4. There is a limited supply of social housing units in the area despite
sustained demand The social housing waiting list for Prince Edward County points to a need for affordable one-bedroom units for adults. The demand for these units exceeds the available supply to a greater extent than any other category. The wait time for these units is significant, with adults waiting an average of five years for a unit. In addition, wait times are also long for families, ranging from 2 to 4 years.

5. The rising cost of housing has eroded affordability in the local housing
market According to the Provincial definition of affordability, the average affordable house price in Prince Edward County is approximately $220,000 and the average affordable rent is approximately $656. According to this definition, approximately 45% of households cannot afford an average priced house in the County and 17% of households cannot afford average rents.

6. There is a lack of emergency housing options in the County, forcing those in need to seek assistance elsewhere. In general, those seeking emergency accommodations in Prince Edward County are directed outside the area for support. Over the years, some temporary emergency
accommodations have been provided in budget hotels but these accommodations are becoming more difficult to provide because of increasing tourism in the County. For the most part, agencies serving those in need of emergency accommodation in the County indicate that more affordable housing could alleviate some of the current need for emergency housing.

7. With the aging of the population, there is a limited supply of seniors
housing that provides support services. By 2036, 57% of the population of Prince Edward County is projected to be over the age of 55. An increasing number of seniors indicate a need for smaller and more easily maintained housing options. These options will need to be more accessible,
affordable and provide other supports to allow seniors to age in place. Supportive housing options are particularly important to providing for the changing needs of seniors in rural areas where distance can limit the availability of services and supports.

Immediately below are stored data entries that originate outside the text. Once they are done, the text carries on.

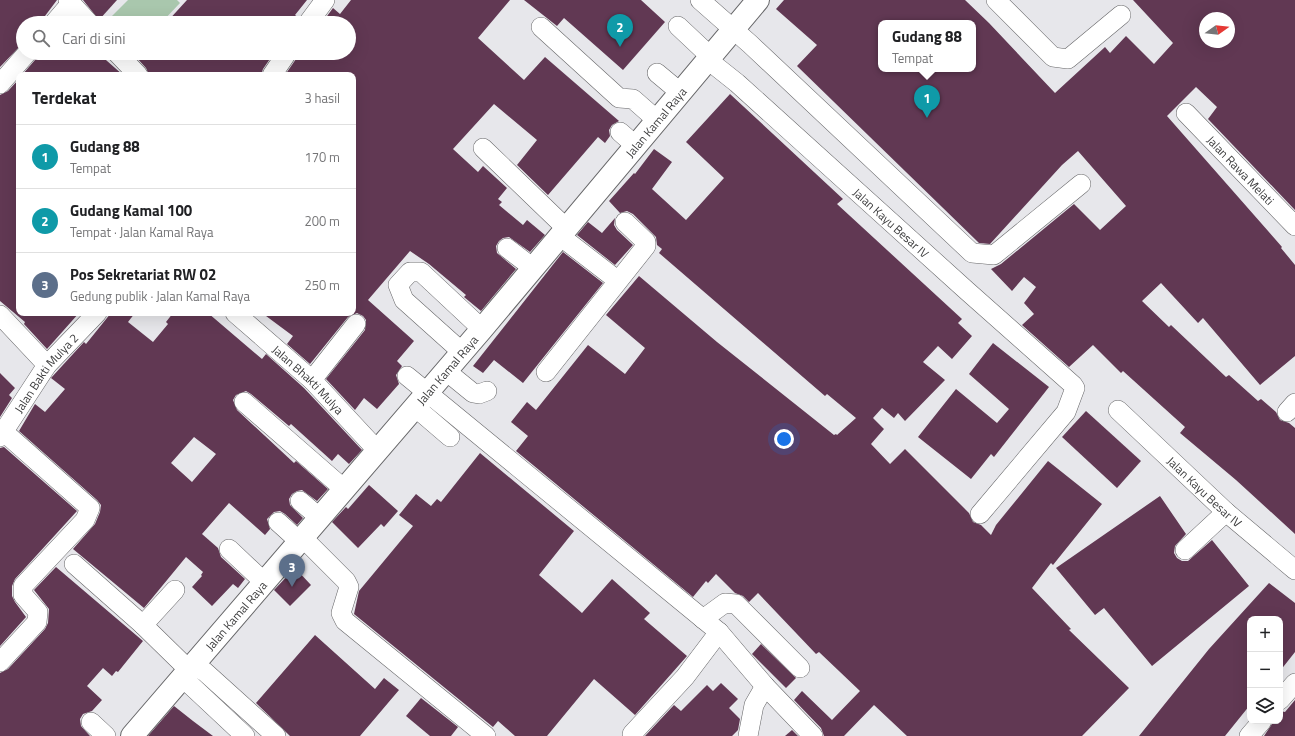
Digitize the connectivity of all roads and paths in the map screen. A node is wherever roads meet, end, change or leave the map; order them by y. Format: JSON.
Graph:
{"nodes":[{"id":1,"x":325,"y":0,"type":"edge"},
{"id":2,"x":700,"y":0,"type":"edge"},
{"id":3,"x":758,"y":0,"type":"edge"},
{"id":4,"x":996,"y":0,"type":"edge"},
{"id":5,"x":70,"y":2,"type":"edge"},
{"id":6,"x":1121,"y":15,"type":"dead end"},
{"id":7,"x":59,"y":16,"type":"edge"},
{"id":8,"x":83,"y":16,"type":"edge"},
{"id":9,"x":313,"y":16,"type":"edge"},
{"id":10,"x":678,"y":26,"type":"dead end"},
{"id":11,"x":541,"y":27,"type":"dead end"},
{"id":12,"x":733,"y":29,"type":"junction"},
{"id":13,"x":709,"y":58,"type":"junction"},
{"id":14,"x":21,"y":60,"type":"edge"},
{"id":15,"x":124,"y":60,"type":"edge"},
{"id":16,"x":135,"y":72,"type":"edge"},
{"id":17,"x":657,"y":74,"type":"dead end"},
{"id":18,"x":0,"y":84,"type":"edge"},
{"id":19,"x":681,"y":93,"type":"junction"},
{"id":20,"x":1186,"y":113,"type":"dead end"},
{"id":21,"x":658,"y":121,"type":"junction"},
{"id":22,"x":620,"y":132,"type":"dead end"},
{"id":23,"x":636,"y":146,"type":"junction"},
{"id":24,"x":483,"y":148,"type":"dead end"},
{"id":25,"x":1081,"y":184,"type":"dead end"},
{"id":26,"x":625,"y":222,"type":"dead end"},
{"id":27,"x":1295,"y":226,"type":"edge"},
{"id":28,"x":563,"y":232,"type":"junction"},
{"id":29,"x":507,"y":248,"type":"dead end"},
{"id":30,"x":533,"y":268,"type":"junction"},
{"id":31,"x":617,"y":280,"type":"junction"},
{"id":32,"x":0,"y":315,"type":"edge"},
{"id":33,"x":94,"y":316,"type":"edge"},
{"id":34,"x":238,"y":316,"type":"edge"},
{"id":35,"x":356,"y":324,"type":"dead end"},
{"id":36,"x":482,"y":329,"type":"junction"},
{"id":37,"x":462,"y":352,"type":"junction"},
{"id":38,"x":47,"y":365,"type":"junction"},
{"id":39,"x":446,"y":371,"type":"junction"},
{"id":40,"x":546,"y":372,"type":"dead end"},
{"id":41,"x":407,"y":376,"type":"dead end"},
{"id":42,"x":312,"y":380,"type":"junction"},
{"id":43,"x":487,"y":391,"type":"dead end"},
{"id":44,"x":420,"y":400,"type":"junction"},
{"id":45,"x":244,"y":402,"type":"dead end"},
{"id":46,"x":1118,"y":410,"type":"dead end"},
{"id":47,"x":2,"y":434,"type":"edge"},
{"id":48,"x":450,"y":437,"type":"dead end"},
{"id":49,"x":377,"y":450,"type":"junction"},
{"id":50,"x":344,"y":489,"type":"junction"},
{"id":51,"x":300,"y":502,"type":"dead end"},
{"id":52,"x":1226,"y":512,"type":"junction"},
{"id":53,"x":980,"y":514,"type":"dead end"},
{"id":54,"x":319,"y":517,"type":"junction"},
{"id":55,"x":278,"y":522,"type":"dead end"},
{"id":56,"x":301,"y":539,"type":"junction"},
{"id":57,"x":229,"y":549,"type":"dead end"},
{"id":58,"x":1185,"y":550,"type":"dead end"},
{"id":59,"x":74,"y":564,"type":"dead end"},
{"id":60,"x":1295,"y":570,"type":"edge"},
{"id":61,"x":264,"y":582,"type":"junction"},
{"id":62,"x":176,"y":590,"type":"dead end"},
{"id":63,"x":703,"y":619,"type":"junction"},
{"id":64,"x":143,"y":625,"type":"junction"},
{"id":65,"x":719,"y":632,"type":"junction"},
{"id":66,"x":0,"y":662,"type":"edge"},
{"id":67,"x":800,"y":668,"type":"dead end"},
{"id":68,"x":188,"y":670,"type":"junction"},
{"id":69,"x":1295,"y":683,"type":"edge"},
{"id":70,"x":765,"y":686,"type":"junction"},
{"id":71,"x":1283,"y":697,"type":"edge"},
{"id":72,"x":91,"y":722,"type":"dead end"},
{"id":73,"x":1260,"y":724,"type":"edge"},
{"id":74,"x":632,"y":734,"type":"dead end"},
{"id":75,"x":474,"y":735,"type":"edge"},
{"id":76,"x":106,"y":736,"type":"edge"},
{"id":77,"x":132,"y":736,"type":"edge"},
{"id":78,"x":245,"y":736,"type":"edge"},
{"id":79,"x":276,"y":736,"type":"edge"},
{"id":80,"x":748,"y":736,"type":"edge"},
{"id":81,"x":813,"y":736,"type":"edge"},
{"id":82,"x":1250,"y":736,"type":"edge"}],
"edges":[{"from":1,"to":9,"type":"street"},
{"from":2,"to":12,"type":"street"},
{"from":3,"to":12,"type":"main road","name":"Jalan Kamal Raya"},
{"from":4,"to":6,"type":"street"},
{"from":5,"to":7,"type":"street"},
{"from":5,"to":8,"type":"street"},
{"from":10,"to":13,"type":"street","name":"Jalan Kayu Besar IV"},
{"from":11,"to":21,"type":"street"},
{"from":12,"to":13,"type":"main road","name":"Jalan Kamal Raya"},
{"from":12,"to":25,"type":"street"},
{"from":13,"to":19,"type":"main road","name":"Jalan Kamal Raya"},
{"from":13,"to":53,"type":"street","name":"Jalan Kayu Besar IV"},
{"from":14,"to":18,"type":"street"},
{"from":15,"to":16,"type":"street"},
{"from":17,"to":19,"type":"street"},
{"from":19,"to":21,"type":"main road","name":"Jalan Kamal Raya"},
{"from":20,"to":27,"type":"street","name":"Jalan Rawa Melati"},
{"from":21,"to":23,"type":"main road","name":"Jalan Kamal Raya"},
{"from":22,"to":23,"type":"street"},
{"from":23,"to":28,"type":"main road","name":"Jalan Kamal Raya"},
{"from":24,"to":28,"type":"street"},
{"from":26,"to":31,"type":"street"},
{"from":28,"to":30,"type":"main road","name":"Jalan Kamal Raya"},
{"from":28,"to":31,"type":"street"},
{"from":29,"to":30,"type":"street"},
{"from":30,"to":36,"type":"main road","name":"Jalan Kamal Raya"},
{"from":31,"to":40,"type":"street"},
{"from":32,"to":38,"type":"street"},
{"from":33,"to":38,"type":"street","name":"Jalan Bakti Mulya 2"},
{"from":34,"to":42,"type":"street","name":"Jalan Bhakti Mulya"},
{"from":35,"to":42,"type":"street"},
{"from":36,"to":37,"type":"main road","name":"Jalan Kamal Raya"},
{"from":36,"to":37,"type":"street"},
{"from":37,"to":39,"type":"main road","name":"Jalan Kamal Raya"},
{"from":38,"to":47,"type":"street","name":"Jalan Bakti Mulya 2"},
{"from":39,"to":43,"type":"street"},
{"from":39,"to":44,"type":"main road","name":"Jalan Kamal Raya"},
{"from":41,"to":44,"type":"street"},
{"from":42,"to":49,"type":"street","name":"Jalan Bhakti Mulya"},
{"from":44,"to":48,"type":"street"},
{"from":44,"to":49,"type":"main road","name":"Jalan Kamal Raya"},
{"from":44,"to":63,"type":"street"},
{"from":45,"to":50,"type":"street"},
{"from":46,"to":52,"type":"street","name":"Jalan Kayu Besar IV"},
{"from":47,"to":66,"type":"street"},
{"from":49,"to":50,"type":"main road","name":"Jalan Kamal Raya"},
{"from":50,"to":54,"type":"main road","name":"Jalan Kamal Raya"},
{"from":51,"to":54,"type":"street"},
{"from":52,"to":58,"type":"street"},
{"from":52,"to":60,"type":"street","name":"Jalan Kayu Besar IV"},
{"from":54,"to":56,"type":"main road","name":"Jalan Kamal Raya"},
{"from":55,"to":56,"type":"street"},
{"from":56,"to":61,"type":"main road","name":"Jalan Kamal Raya"},
{"from":56,"to":75,"type":"street"},
{"from":57,"to":61,"type":"street"},
{"from":59,"to":64,"type":"street"},
{"from":61,"to":68,"type":"main road","name":"Jalan Kamal Raya"},
{"from":62,"to":64,"type":"street"},
{"from":63,"to":65,"type":"street"},
{"from":63,"to":67,"type":"street"},
{"from":64,"to":68,"type":"street"},
{"from":65,"to":70,"type":"street"},
{"from":65,"to":74,"type":"street"},
{"from":68,"to":77,"type":"main road","name":"Jalan Kamal Raya"},
{"from":68,"to":78,"type":"street"},
{"from":68,"to":79,"type":"street"},
{"from":69,"to":71,"type":"street"},
{"from":70,"to":80,"type":"street"},
{"from":70,"to":81,"type":"street"},
{"from":72,"to":76,"type":"street"},
{"from":73,"to":82,"type":"street"}]}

8. There is a limited supply of accessible housing in the County
There are currently only two accessible housing units in the County’s stock of 187 social housing units. With the aging population of the County, there will be an increasing need for more accessible housing options. Changes to legislation, such as the Accessibility for Ontarians with Disabilities Act, are going to increase requirements for the retrofit of existing housing units and the construction of new houses. These changes may limit the interest of landlords to maintain current rental units.

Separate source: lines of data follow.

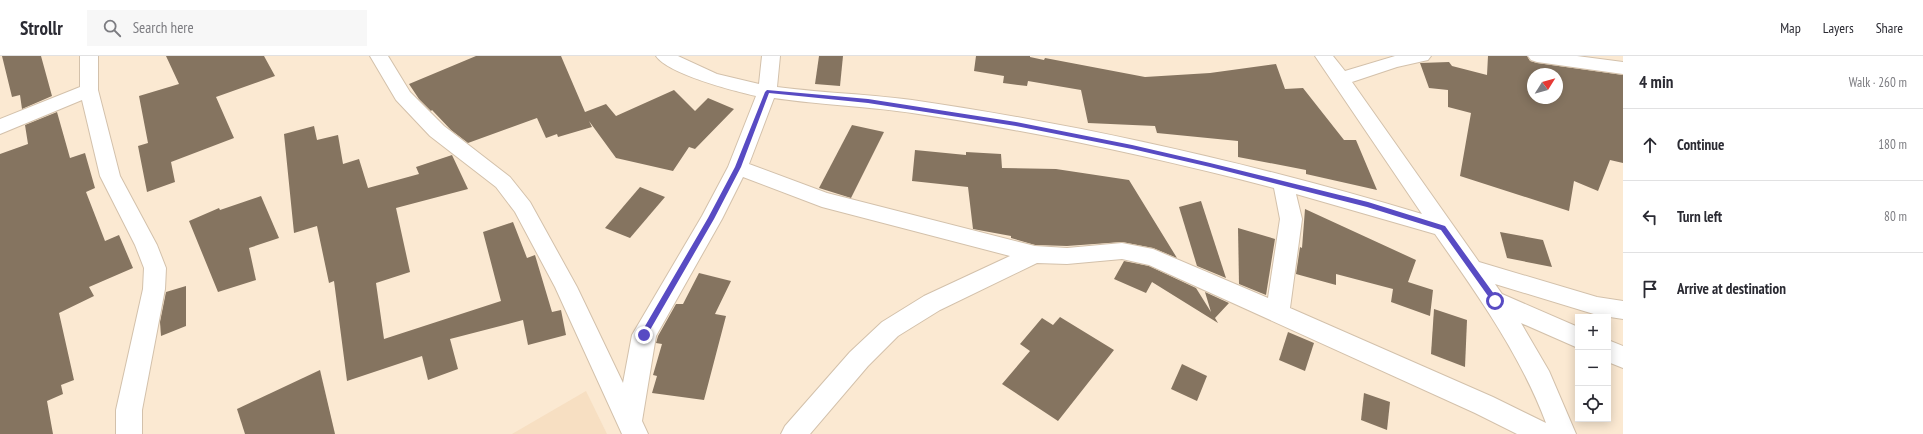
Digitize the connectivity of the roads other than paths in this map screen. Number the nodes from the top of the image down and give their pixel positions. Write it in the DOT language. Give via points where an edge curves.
graph roads {
  1 [pos="90,56"];
  2 [pos="379,56"];
  3 [pos="665,56"];
  4 [pos="771,56"];
  5 [pos="1324,56"];
  6 [pos="1422,56"];
  7 [pos="1537,56"];
  8 [pos="1623,68"];
  9 [pos="1341,79"];
  10 [pos="89,90"];
  11 [pos="767,92"];
  12 [pos="0,127"];
  13 [pos="738,167"];
  14 [pos="1283,182"];
  15 [pos="1443,228"];
  16 [pos="1035,254"];
  17 [pos="1472,268"];
  18 [pos="1495,301"];
  19 [pos="1623,310"];
  20 [pos="1278,313"];
  21 [pos="1575,337"];
  22 [pos="1611,352"];
  23 [pos="1623,358"];
  24 [pos="632,428"];
  25 [pos="129,434"];
  26 [pos="794,434"];
  27 [pos="1543,434"];
  28 [pos="1563,434"];
  1 -- 10 [label="street"];
  2 -- 24 [label="street" via="403,96 437,131 503,182 523,207 566,287"];
  3 -- 11 [label="street" via="727,84"];
  4 -- 11 [label="street"];
  5 -- 9 [label="street"];
  6 -- 9 [label="street" via="1393,62"];
  7 -- 8 [label="street"];
  9 -- 15 [label="street"];
  10 -- 12 [label="street"];
  10 -- 25 [label="street" via="110,176 146,245 155,268 154,289 129,410"];
  11 -- 13 [label="street"];
  11 -- 14 [label="street" via="868,101 1009,123 1132,147"];
  13 -- 16 [label="street" via="822,199"];
  13 -- 24 [label="street" via="644,335"];
  14 -- 15 [label="street" via="1368,204"];
  14 -- 20 [label="street" via="1291,218"];
  15 -- 17 [label="street"];
  16 -- 20 [label="street" via="1066,256 1122,251 1153,257"];
  16 -- 26 [label="street" via="932,303 890,329 859,359"];
  17 -- 18 [label="street"];
  17 -- 19 [label="street" via="1597,306"];
  18 -- 21 [label="street"];
  18 -- 28 [label="street" via="1527,352"];
  20 -- 27 [label="street"];
  22 -- 23 [label="street"];
}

9. There is a lack of supportive housing options in the community to address those with special housing needs There is currently no dedicated supportive housing for persons with mental illness in Prince Edward County. Stakeholder consultations noted that a large proportion of
the single adults waiting for social housing units in Prince Edward County are persons with mental illness. The needs of this population go beyond affordable housing. This vulnerable population can be difficult to house in the absence of additional supports.

Recommended actions outlined in the report aimed at supporting and facilitating the development of affordable housing have been outlined under five broad strategic directions, including: Leadership and Co-ordination; Policy Development; Resources and Incentives; Education and Advocacy and Partnerships.

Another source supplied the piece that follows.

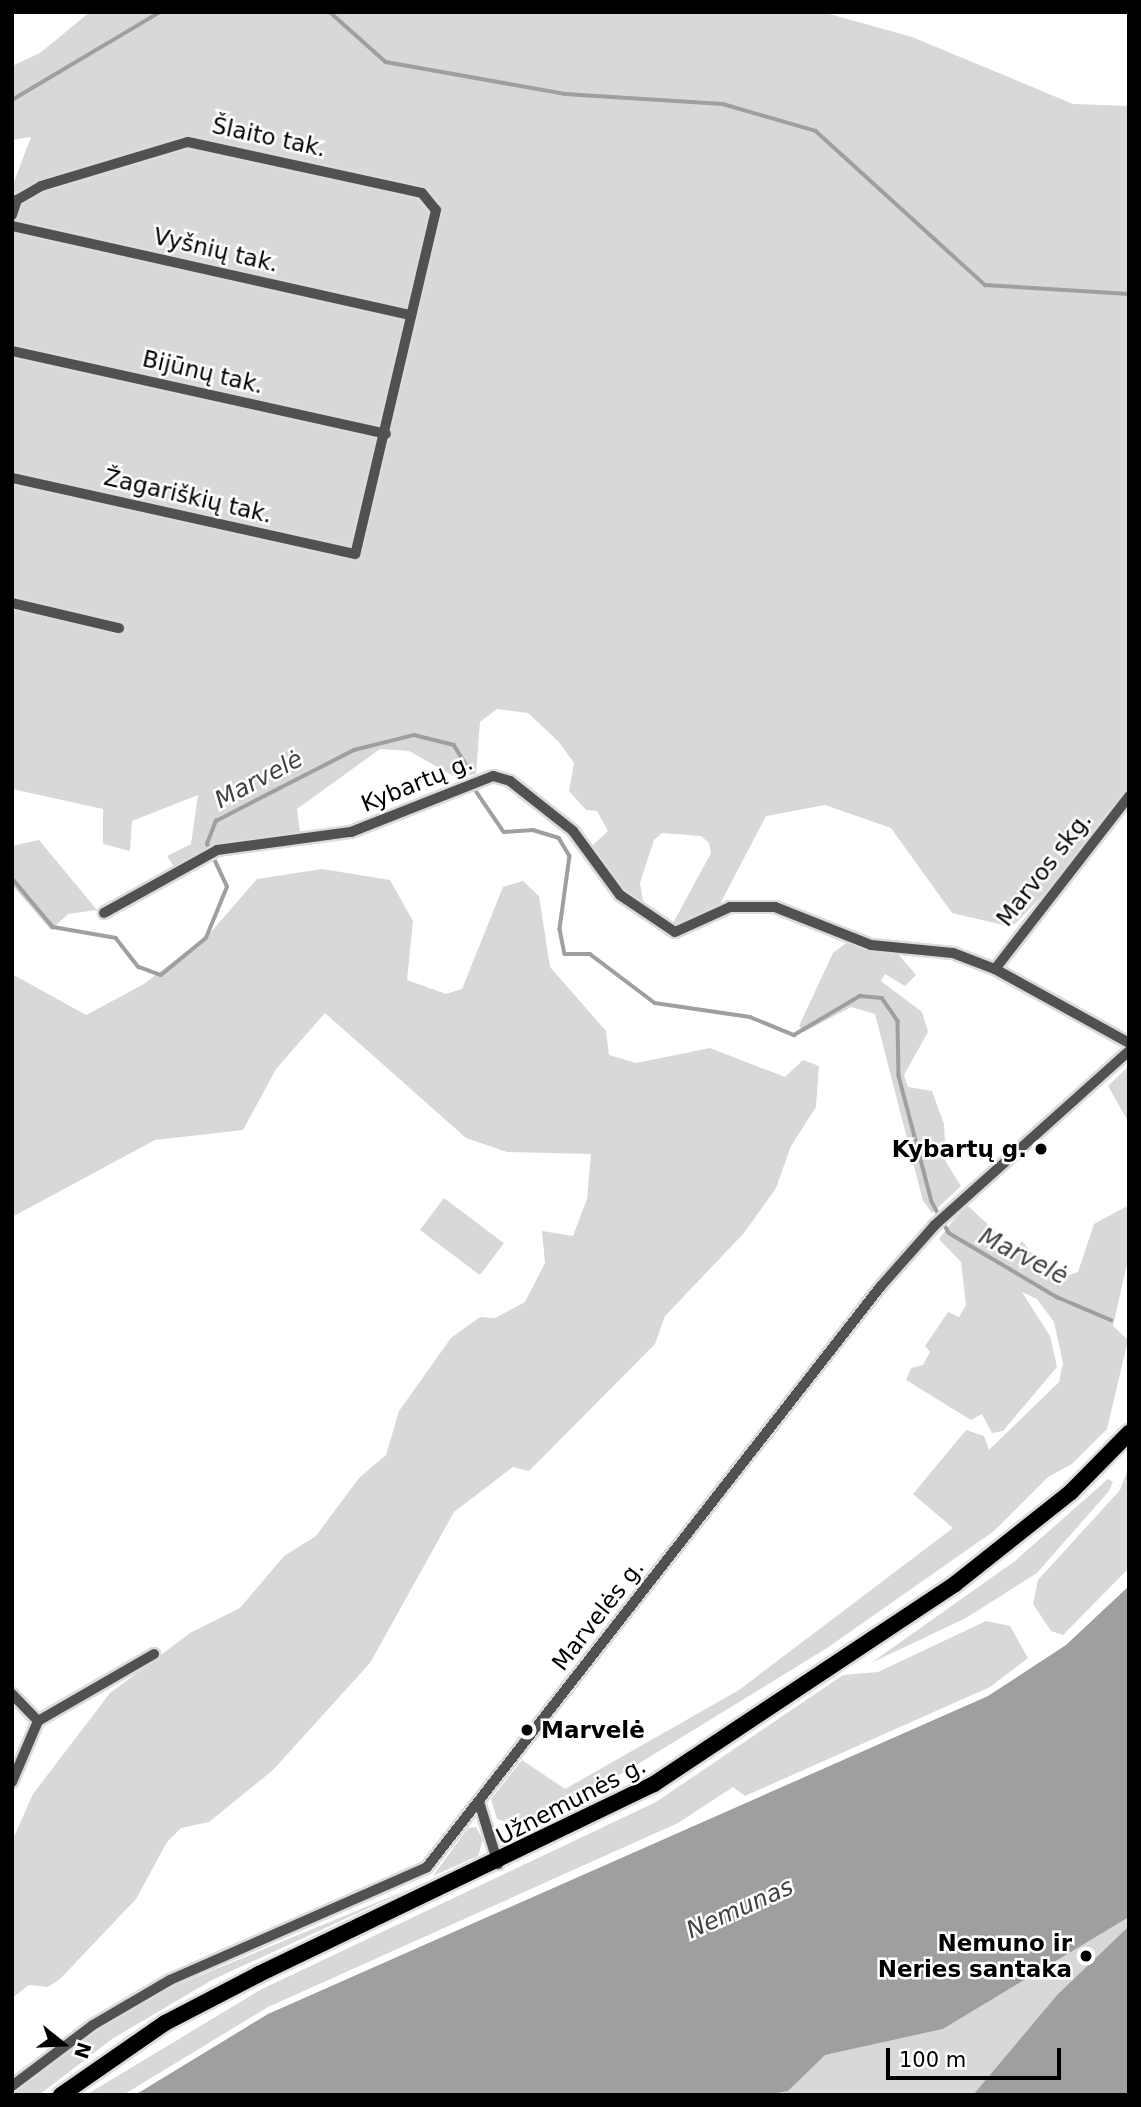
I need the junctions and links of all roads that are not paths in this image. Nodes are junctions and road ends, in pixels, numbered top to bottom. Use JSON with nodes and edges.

A Request for Proposals has been issued by the Prince Edward Lennox and Addington Social Services inviting professionals and qualified proponents to develop and increase affordable housing units with the project beginning in 2013. The RFP states the Service Manager has designated $697,491 as part of the investment in affordable housing for Ontario allocation. The successful proponenet(s) will be funded up to 75 per cent of the total capital cost or up to $150,000 per unit, whichever is less. RFPs must be submitted to the PELA Social Services by Jan. 18.